### [Task material]
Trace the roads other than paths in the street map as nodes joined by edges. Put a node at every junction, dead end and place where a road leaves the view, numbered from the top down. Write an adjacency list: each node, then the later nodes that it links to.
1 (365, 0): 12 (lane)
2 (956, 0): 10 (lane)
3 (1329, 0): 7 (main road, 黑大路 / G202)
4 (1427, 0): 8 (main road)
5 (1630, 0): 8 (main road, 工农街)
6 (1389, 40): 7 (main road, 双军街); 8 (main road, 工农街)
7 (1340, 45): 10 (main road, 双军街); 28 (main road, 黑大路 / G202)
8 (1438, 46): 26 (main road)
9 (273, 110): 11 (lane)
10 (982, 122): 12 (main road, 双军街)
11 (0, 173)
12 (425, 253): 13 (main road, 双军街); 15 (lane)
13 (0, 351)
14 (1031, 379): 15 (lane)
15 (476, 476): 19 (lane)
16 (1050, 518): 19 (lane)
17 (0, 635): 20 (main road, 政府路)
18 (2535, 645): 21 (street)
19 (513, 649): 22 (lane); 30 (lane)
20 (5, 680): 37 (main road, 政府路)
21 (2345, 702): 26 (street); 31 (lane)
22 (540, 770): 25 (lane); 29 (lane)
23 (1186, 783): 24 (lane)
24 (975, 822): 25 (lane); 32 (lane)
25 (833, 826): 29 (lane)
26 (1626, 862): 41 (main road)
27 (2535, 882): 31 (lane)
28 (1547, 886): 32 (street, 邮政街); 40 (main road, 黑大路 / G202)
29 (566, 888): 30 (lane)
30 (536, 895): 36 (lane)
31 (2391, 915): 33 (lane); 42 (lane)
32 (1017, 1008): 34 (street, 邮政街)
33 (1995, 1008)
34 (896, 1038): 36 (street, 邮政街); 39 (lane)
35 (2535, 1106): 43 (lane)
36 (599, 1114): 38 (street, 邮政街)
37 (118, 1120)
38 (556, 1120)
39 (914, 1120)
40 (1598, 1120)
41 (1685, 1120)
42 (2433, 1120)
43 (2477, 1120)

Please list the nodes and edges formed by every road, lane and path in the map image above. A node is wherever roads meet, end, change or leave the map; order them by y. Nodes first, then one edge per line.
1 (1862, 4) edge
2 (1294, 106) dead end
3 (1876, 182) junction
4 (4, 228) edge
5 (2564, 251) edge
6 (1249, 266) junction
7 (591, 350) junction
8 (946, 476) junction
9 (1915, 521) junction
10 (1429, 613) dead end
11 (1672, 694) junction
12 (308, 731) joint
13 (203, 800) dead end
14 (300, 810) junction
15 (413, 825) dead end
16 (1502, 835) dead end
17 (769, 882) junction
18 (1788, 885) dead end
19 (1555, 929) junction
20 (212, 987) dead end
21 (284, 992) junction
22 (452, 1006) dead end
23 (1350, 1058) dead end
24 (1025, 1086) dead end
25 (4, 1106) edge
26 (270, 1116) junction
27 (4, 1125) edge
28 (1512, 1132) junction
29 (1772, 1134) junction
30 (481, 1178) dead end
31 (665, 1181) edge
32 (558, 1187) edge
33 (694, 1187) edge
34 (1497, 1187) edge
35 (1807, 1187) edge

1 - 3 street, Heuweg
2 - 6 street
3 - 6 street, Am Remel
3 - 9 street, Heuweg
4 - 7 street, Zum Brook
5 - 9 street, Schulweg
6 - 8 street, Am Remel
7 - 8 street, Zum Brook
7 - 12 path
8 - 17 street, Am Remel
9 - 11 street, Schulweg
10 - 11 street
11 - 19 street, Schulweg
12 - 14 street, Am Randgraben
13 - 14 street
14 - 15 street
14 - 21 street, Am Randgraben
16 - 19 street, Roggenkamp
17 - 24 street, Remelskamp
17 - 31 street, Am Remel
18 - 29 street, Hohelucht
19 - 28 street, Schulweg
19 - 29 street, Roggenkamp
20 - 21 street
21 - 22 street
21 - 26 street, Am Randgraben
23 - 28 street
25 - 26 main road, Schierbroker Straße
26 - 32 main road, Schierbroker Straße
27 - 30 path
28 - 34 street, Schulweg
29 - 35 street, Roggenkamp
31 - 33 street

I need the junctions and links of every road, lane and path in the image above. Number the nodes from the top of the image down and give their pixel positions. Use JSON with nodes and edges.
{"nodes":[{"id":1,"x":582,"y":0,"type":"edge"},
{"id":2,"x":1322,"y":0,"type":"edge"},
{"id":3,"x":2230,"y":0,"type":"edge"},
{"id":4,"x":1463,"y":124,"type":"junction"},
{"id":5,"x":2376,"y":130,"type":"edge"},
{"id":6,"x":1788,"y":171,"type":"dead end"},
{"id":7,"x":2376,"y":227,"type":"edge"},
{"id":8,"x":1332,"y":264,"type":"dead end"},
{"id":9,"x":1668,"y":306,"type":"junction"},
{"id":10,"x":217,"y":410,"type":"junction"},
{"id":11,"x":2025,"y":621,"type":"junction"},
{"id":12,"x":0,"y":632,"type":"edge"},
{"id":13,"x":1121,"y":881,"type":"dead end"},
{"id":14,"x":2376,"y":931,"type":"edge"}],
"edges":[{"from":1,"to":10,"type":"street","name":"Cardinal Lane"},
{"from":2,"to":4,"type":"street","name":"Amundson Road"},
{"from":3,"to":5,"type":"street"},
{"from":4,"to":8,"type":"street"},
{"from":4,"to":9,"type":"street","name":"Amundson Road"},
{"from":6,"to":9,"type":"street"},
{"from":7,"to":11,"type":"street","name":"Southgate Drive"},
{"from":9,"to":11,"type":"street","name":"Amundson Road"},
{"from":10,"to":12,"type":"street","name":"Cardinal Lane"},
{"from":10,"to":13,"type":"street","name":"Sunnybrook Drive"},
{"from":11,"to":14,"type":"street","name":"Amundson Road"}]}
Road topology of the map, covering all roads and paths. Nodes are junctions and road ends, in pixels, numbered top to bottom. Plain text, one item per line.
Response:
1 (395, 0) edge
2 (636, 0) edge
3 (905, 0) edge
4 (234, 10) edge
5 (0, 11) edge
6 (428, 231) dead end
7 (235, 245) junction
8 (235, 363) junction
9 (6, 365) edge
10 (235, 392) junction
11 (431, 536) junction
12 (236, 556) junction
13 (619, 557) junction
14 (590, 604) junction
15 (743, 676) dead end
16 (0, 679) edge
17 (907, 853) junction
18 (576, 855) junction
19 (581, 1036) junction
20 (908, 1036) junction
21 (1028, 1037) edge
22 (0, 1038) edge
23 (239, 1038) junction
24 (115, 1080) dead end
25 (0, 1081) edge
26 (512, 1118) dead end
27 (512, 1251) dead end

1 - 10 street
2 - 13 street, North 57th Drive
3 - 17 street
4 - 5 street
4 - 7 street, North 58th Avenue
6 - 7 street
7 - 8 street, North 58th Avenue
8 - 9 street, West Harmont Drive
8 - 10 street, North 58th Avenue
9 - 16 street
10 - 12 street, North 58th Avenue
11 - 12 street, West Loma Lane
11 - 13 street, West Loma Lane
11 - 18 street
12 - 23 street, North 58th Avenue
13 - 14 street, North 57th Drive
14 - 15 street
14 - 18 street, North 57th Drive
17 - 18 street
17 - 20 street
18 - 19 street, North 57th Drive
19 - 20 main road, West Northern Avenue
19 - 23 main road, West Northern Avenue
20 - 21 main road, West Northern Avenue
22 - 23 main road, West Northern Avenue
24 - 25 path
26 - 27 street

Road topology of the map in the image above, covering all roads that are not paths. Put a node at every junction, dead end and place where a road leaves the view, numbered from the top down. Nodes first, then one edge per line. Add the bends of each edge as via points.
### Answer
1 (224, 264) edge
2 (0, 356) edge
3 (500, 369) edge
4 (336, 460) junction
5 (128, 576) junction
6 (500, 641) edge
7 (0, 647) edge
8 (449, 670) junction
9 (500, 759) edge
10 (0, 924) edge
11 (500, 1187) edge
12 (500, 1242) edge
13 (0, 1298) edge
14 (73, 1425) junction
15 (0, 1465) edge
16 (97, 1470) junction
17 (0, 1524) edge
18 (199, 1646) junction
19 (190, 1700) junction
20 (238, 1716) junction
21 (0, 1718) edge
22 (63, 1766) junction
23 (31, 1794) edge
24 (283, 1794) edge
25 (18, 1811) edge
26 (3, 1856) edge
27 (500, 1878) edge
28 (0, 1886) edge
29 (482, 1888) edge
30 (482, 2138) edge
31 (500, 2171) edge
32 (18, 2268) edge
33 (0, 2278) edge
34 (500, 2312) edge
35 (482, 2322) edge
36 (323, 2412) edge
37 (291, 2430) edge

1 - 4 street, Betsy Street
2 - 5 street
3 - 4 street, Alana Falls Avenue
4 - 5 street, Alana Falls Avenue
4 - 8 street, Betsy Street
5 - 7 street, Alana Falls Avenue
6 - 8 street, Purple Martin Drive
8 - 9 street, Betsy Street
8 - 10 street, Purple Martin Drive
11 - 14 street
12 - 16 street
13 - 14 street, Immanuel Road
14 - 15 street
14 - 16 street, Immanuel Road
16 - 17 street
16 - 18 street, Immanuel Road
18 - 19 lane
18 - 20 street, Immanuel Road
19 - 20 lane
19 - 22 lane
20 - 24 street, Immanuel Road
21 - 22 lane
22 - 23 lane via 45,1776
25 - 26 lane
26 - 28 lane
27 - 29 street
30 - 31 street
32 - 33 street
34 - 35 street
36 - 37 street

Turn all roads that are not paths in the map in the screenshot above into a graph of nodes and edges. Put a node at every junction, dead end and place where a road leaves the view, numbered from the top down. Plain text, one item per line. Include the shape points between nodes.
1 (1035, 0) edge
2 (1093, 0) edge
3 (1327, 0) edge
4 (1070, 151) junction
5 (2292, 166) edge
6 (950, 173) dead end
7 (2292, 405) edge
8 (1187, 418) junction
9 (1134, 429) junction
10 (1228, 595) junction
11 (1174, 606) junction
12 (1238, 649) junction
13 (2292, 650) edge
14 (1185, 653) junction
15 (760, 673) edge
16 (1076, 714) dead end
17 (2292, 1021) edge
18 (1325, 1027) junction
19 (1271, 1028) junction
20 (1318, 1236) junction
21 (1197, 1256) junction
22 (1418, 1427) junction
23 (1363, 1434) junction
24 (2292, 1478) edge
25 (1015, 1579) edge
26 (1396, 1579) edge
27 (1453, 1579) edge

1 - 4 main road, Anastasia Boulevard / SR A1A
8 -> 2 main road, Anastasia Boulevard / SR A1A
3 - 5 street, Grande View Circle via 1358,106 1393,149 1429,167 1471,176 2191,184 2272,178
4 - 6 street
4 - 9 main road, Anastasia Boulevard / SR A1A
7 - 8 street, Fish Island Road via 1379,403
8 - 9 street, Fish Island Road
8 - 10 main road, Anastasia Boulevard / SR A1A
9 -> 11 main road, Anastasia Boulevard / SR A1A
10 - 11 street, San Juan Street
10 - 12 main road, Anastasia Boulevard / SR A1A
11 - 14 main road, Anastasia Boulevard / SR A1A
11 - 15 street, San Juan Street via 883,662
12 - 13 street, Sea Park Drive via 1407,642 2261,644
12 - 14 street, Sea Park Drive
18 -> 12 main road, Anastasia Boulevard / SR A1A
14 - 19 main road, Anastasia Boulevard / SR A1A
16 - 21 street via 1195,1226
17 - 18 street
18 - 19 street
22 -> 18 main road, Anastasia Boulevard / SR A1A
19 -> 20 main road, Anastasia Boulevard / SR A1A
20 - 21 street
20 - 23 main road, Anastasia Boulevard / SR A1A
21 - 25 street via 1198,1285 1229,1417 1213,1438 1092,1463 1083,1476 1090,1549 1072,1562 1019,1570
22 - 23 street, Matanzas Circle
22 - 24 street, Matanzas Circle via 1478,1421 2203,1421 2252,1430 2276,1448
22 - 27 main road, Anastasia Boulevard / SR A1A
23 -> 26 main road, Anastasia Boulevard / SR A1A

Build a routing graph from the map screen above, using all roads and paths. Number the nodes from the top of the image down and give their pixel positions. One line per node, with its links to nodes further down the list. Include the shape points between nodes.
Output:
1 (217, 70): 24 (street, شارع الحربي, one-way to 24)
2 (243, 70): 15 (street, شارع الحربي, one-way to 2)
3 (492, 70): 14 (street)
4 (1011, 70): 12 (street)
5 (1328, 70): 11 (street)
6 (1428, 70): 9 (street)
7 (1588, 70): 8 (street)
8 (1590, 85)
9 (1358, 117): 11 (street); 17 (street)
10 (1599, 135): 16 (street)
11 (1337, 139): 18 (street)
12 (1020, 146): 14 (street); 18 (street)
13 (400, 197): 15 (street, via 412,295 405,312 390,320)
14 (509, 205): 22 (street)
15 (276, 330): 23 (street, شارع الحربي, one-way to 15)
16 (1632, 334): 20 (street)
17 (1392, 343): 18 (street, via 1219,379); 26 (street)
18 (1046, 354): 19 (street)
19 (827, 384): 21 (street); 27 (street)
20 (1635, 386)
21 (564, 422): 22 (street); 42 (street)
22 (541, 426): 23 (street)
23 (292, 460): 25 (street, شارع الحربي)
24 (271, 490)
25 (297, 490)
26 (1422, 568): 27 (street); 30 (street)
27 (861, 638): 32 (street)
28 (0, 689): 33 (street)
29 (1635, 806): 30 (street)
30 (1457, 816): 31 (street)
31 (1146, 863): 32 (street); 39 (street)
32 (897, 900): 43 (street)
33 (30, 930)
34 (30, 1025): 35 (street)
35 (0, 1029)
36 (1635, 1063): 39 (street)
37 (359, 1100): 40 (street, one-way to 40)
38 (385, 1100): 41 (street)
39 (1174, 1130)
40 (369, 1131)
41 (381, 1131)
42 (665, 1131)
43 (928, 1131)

### [About this exercise]
Using the listing above, say how many of its lines contain the string "Falls", giving nothing but the figure.

### [Exercise solution]
3